What you should know about Stanley Milgram and “The 6 Degrees of Separation,” or “Small-World Experiments”
Many people are familiar with Stanley Milgram, the Harvard social scientist who did the “Obedience Studies” in the 1960’s. Milgram found that in the presence of a person who presented as an authority, the majority of people would follow the orders of the authority figure even if it seriously harmed another person or was otherwise against their own better judgement.
Stanley Milgram is less known for his contribution to standing views on human connectedness. In the late 1960’s Milgram conducted a series of experiments called the “Small World Experiments,” and though Milgram never referred to his findings as “Six Degrees of Separation,” his findings confirmed the assertions made by city planners and sociologists dating back to the 1920’s. Milgram asked sets of people to send information packet’s through the mail to a targeted person person in Massachusetts. They could send it to that person if they already knew that person on a first name basis. If they did not know the targeted person, they were to send the packet to a person they did know on a first name basis who might in turn, know the target person personally. Of the packets which arrived at the address of the targeted person, Milgram found that it took an average of less than 6 transfers, start to finish, for the packet to arrive at its destination.

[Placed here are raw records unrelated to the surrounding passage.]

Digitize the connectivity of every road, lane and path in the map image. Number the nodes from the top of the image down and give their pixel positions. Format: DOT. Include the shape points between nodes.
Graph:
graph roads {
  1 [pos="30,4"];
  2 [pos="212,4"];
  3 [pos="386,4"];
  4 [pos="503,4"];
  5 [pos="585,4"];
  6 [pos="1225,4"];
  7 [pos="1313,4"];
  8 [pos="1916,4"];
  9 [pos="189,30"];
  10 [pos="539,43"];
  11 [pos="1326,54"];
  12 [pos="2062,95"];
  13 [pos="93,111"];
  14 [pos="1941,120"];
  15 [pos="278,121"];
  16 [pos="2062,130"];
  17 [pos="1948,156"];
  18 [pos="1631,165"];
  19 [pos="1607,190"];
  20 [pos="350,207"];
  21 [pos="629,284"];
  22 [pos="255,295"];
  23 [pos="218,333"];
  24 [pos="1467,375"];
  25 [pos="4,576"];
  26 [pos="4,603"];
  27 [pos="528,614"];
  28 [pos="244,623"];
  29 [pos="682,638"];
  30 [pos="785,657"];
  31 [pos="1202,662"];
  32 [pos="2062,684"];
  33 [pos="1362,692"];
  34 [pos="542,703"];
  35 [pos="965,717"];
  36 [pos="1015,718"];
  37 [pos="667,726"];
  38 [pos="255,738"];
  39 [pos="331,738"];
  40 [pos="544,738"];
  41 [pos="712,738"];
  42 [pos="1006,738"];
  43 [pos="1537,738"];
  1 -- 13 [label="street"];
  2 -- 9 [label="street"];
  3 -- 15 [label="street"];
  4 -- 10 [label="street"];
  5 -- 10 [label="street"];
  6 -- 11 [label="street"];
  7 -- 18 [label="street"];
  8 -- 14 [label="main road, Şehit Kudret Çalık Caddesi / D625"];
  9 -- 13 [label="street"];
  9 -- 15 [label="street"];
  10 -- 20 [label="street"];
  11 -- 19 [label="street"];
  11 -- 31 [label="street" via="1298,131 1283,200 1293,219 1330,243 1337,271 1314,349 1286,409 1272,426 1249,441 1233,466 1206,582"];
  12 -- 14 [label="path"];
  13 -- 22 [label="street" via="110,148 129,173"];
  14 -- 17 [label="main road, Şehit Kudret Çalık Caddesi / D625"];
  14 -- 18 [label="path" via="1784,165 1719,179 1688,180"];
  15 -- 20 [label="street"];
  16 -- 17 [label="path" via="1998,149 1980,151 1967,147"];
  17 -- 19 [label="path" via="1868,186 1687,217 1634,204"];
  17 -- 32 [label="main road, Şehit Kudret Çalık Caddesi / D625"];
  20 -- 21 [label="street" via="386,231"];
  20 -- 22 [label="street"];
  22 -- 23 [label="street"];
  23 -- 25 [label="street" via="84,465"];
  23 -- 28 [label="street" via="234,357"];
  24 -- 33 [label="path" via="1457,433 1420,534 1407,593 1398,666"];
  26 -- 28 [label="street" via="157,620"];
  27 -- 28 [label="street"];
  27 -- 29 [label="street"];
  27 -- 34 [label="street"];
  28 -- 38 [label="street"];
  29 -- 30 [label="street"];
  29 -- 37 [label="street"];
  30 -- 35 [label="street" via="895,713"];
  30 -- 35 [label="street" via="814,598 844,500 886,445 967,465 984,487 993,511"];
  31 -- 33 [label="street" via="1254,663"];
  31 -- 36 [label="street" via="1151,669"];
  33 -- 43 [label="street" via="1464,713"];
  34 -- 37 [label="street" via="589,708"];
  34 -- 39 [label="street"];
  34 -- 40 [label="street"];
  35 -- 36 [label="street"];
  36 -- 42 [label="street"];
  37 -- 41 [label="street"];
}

This is not lost on anyone who has ever played the game, “The 6 Degrees of Kevin Bacon.” Kevin Bacon is an American actor. It is a game of “who knows who knows who knows who.” The challenge it to see if the player in this game could actually transfer something to the real Kevin Bacon (if they wanted to) through an unbroken chain of six people or fewer who could connect a sender to a receiver. Most people can succeed at this.
The 6 Degrees of Separation Theory of Human connection was confirmed by Columbia University in 2003, by Microsoft in 2006, and in 2011, FaceBook found that the degrees of separation among its 721 active members averaged 4.74.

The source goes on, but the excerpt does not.